1. Definition

  • Paid CAC = the average cost to acquire a customer only from paid channels.
  • Unlike Blended CAC (which mixes paid + organic), Paid CAC isolates the efficiency of channels like:
    • Google Ads, Facebook Ads, LinkedIn Ads
    • Sponsored content, affiliates, events
    • Any direct paid marketing spend

2. Formula

$\text{Paid CAC} = \frac{\text{Total Paid Marketing Spend}}{\text{Customers Acquired from Paid Channels}}$

  • Numerator → ad spend, agency fees, creative costs, event sponsorships, etc.
  • Denominator → only the customers attributed to those paid channels.

3. Example

Suppose in one month:

  • Paid ad spend = $50,000
  • Customers acquired from paid campaigns = 400

$\text{Paid CAC} = \frac{50,000}{400} = \$125 \text{ per customer}$


4. Why It’s Useful

  • Shows true cost of scaling paid campaigns.
  • More realistic than Blended CAC when your growth relies on paid ads.
  • Helps compare ROI across paid vs. organic acquisition.

5. Limitations

  • Ignores organic/word-of-mouth/SEO channels that may be much cheaper.
  • Attribution is tricky: many customers interact with both paid + organic before converting.
  • Paid CAC can look high in the short run (before retargeting, LTV payback).

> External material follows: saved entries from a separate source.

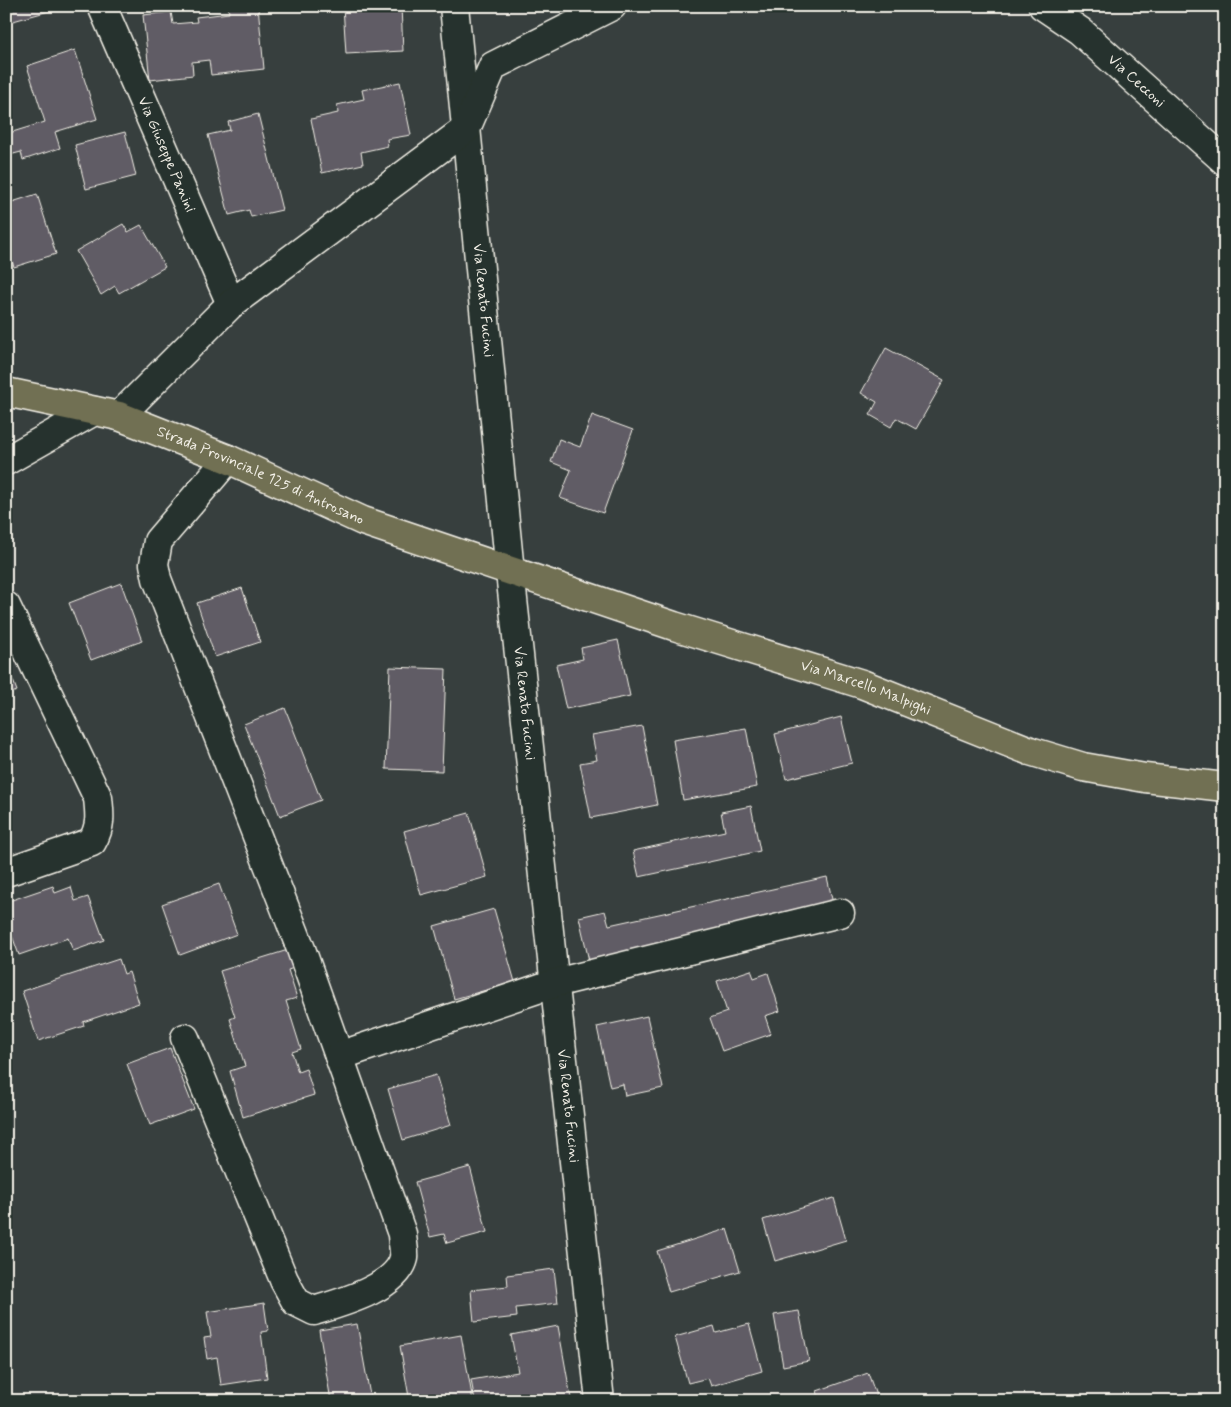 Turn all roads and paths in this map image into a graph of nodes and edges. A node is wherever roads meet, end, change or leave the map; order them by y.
1 (102, 6) edge
2 (454, 6) edge
3 (612, 6) edge
4 (1043, 6) edge
5 (466, 129) junction
6 (1225, 161) edge
7 (232, 304) junction
8 (6, 392) edge
9 (107, 413) junction
10 (228, 458) junction
11 (6, 461) edge
12 (510, 572) junction
13 (6, 606) edge
14 (1225, 787) edge
15 (6, 872) edge
16 (840, 913) dead end
17 (555, 983) junction
18 (185, 1038) dead end
19 (338, 1056) junction
20 (600, 1401) edge

1 - 7 street, Via Giuseppe Panini
2 - 5 street, Via Renato Fucini
3 - 5 street
4 - 6 street, Via Cecconi
5 - 7 street
5 - 12 street, Via Renato Fucini
7 - 9 street
8 - 9 main road, Strada Provinciale 125 di Antrosano
9 - 10 main road, Strada Provinciale 125 di Antrosano
9 - 11 street
10 - 12 main road, Strada Provinciale 125 di Antrosano
10 - 19 street
12 - 14 main road, Via Marcello Malpighi
12 - 17 street, Via Renato Fucini
13 - 15 street
16 - 17 street
17 - 19 street
17 - 20 street, Via Renato Fucini
18 - 19 street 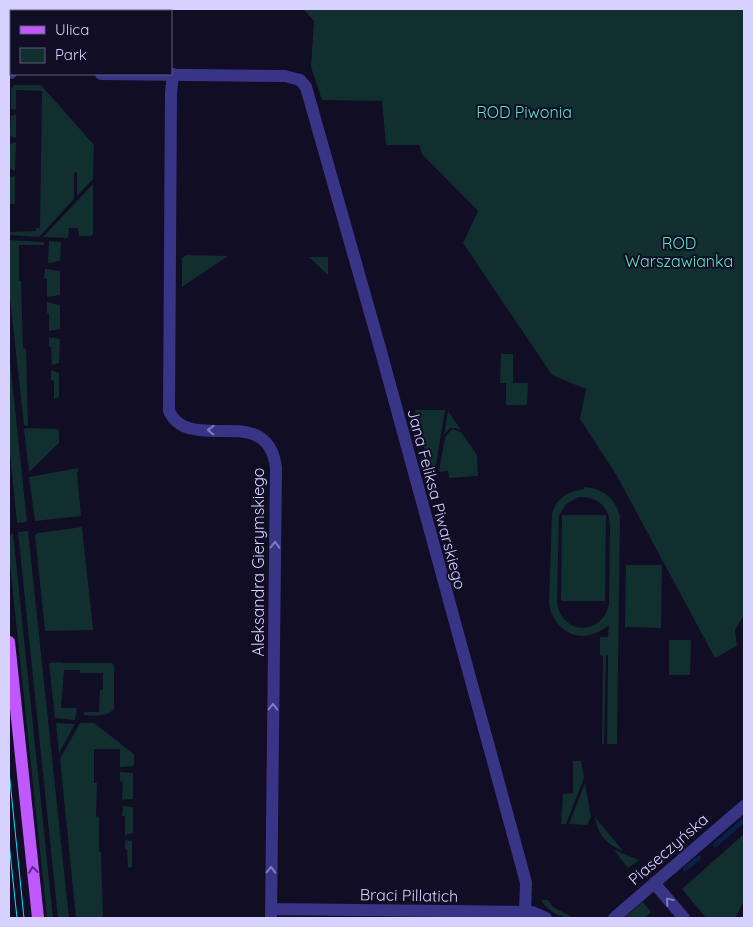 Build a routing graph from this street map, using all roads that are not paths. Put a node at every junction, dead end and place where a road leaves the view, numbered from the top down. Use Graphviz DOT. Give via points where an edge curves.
graph roads {
  1 [pos="173,74"];
  2 [pos="9,642"];
  3 [pos="744,806"];
  4 [pos="654,883"];
  5 [pos="525,912"];
  6 [pos="271,914"];
  7 [pos="38,918"];
  8 [pos="546,918"];
  9 [pos="614,918"];
  10 [pos="684,918"];
  1 -- 5 [label="street, Jana Feliksa Piwarskiego" via="293,78 303,83 309,96 521,864 526,883"];
  6 -- 1 [label="street, Aleksandra Gierymskiego, one-way" via="275,461 264,441 251,433 186,428 176,422 169,411"];
  7 -- 2 [label="main road, one-way"];
  3 -- 4 [label="street, Piaseczyńska"];
  4 -- 9 [label="street, Piaseczyńska"];
  10 -- 4 [label="street, one-way"];
  5 -- 6 [label="street, Braci Pillatich"];
  5 -- 8 [label="street, Braci Pillatich"];
} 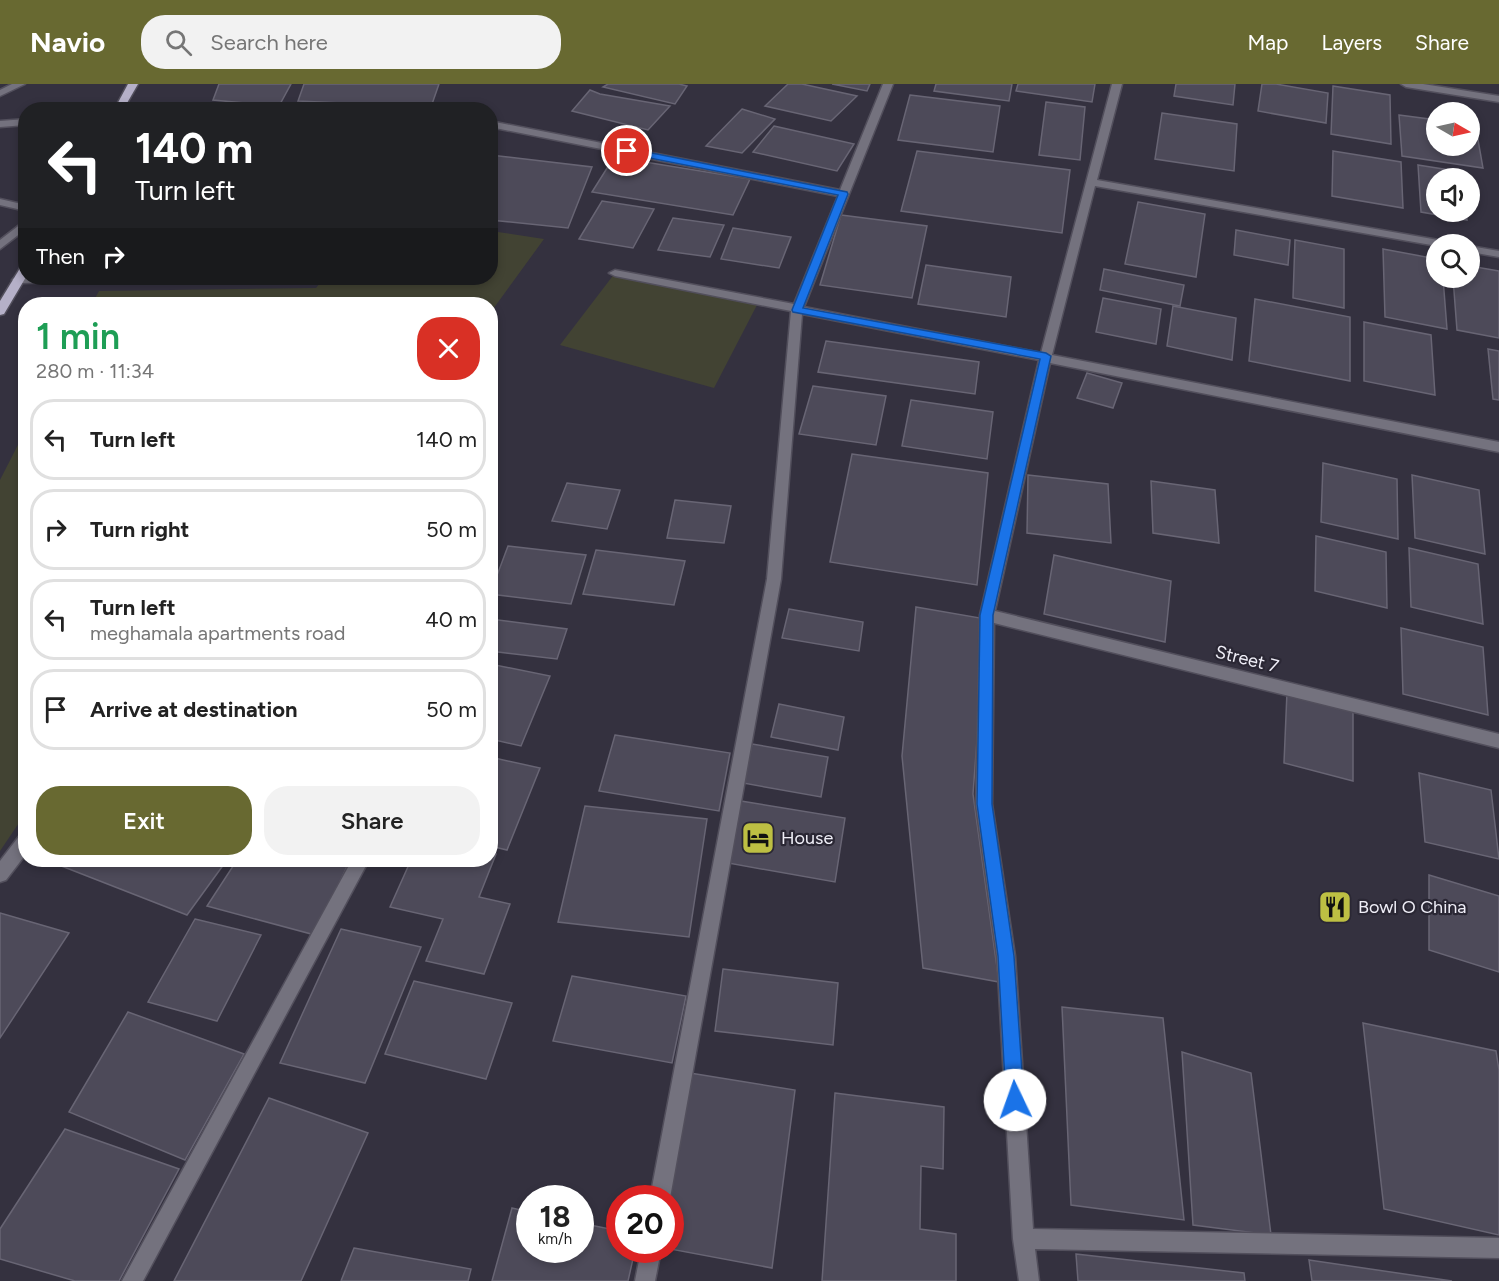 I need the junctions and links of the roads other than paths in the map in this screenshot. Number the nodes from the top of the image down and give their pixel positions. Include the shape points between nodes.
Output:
1 (20, 84) edge
2 (133, 84) edge
3 (888, 84) edge
4 (1117, 84) edge
5 (1406, 84) edge
6 (0, 93) edge
7 (1499, 99) edge
8 (123, 102) edge
9 (18, 123) edge
10 (0, 124) edge
11 (498, 126) edge
12 (1090, 182) junction
13 (844, 194) junction
14 (0, 202) edge
15 (18, 206) edge
16 (18, 230) edge
17 (1426, 241) edge
18 (0, 246) edge
19 (1480, 251) edge
20 (1499, 254) edge
21 (615, 273) dead end
22 (18, 280) edge
23 (797, 310) junction
24 (0, 311) edge
25 (1046, 356) junction
26 (1499, 447) edge
27 (987, 615) junction
28 (1499, 741) edge
29 (18, 850) edge
30 (357, 867) edge
31 (0, 874) edge
32 (662, 1185) edge
33 (1023, 1239) junction
34 (1499, 1248) edge
35 (648, 1263) edge
36 (132, 1281) edge
37 (645, 1281) edge
38 (1029, 1281) edge

1 - 6 street
2 - 8 main road
3 - 13 street
4 - 12 street
5 - 7 street
9 - 10 street
11 - 13 street
12 - 17 street
12 - 25 street
13 - 23 street
14 - 15 street
16 - 18 street
19 - 20 street
21 - 23 street
22 - 24 main road
23 - 25 street
23 - 32 street via 774,579
25 - 26 street
25 - 27 street
27 - 28 street, Street 7
27 - 33 street via 984,804 1006,956
29 - 31 street
30 - 36 street
33 - 34 street
33 - 38 street
35 - 37 street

6. Paid CAC vs. Blended CAC

  • Blended CAC = total sales & marketing spend ÷ total customers.
    • Big-picture efficiency metric.
  • Paid CAC = only paid spend ÷ paid customers.
    • Tells you how expensive it is to buy growth.

Summary:
Paid CAC = paid marketing spend ÷ customers from paid channels.
It’s crucial for evaluating the efficiency of your ad spend, while Blended CAC gives the overall health view.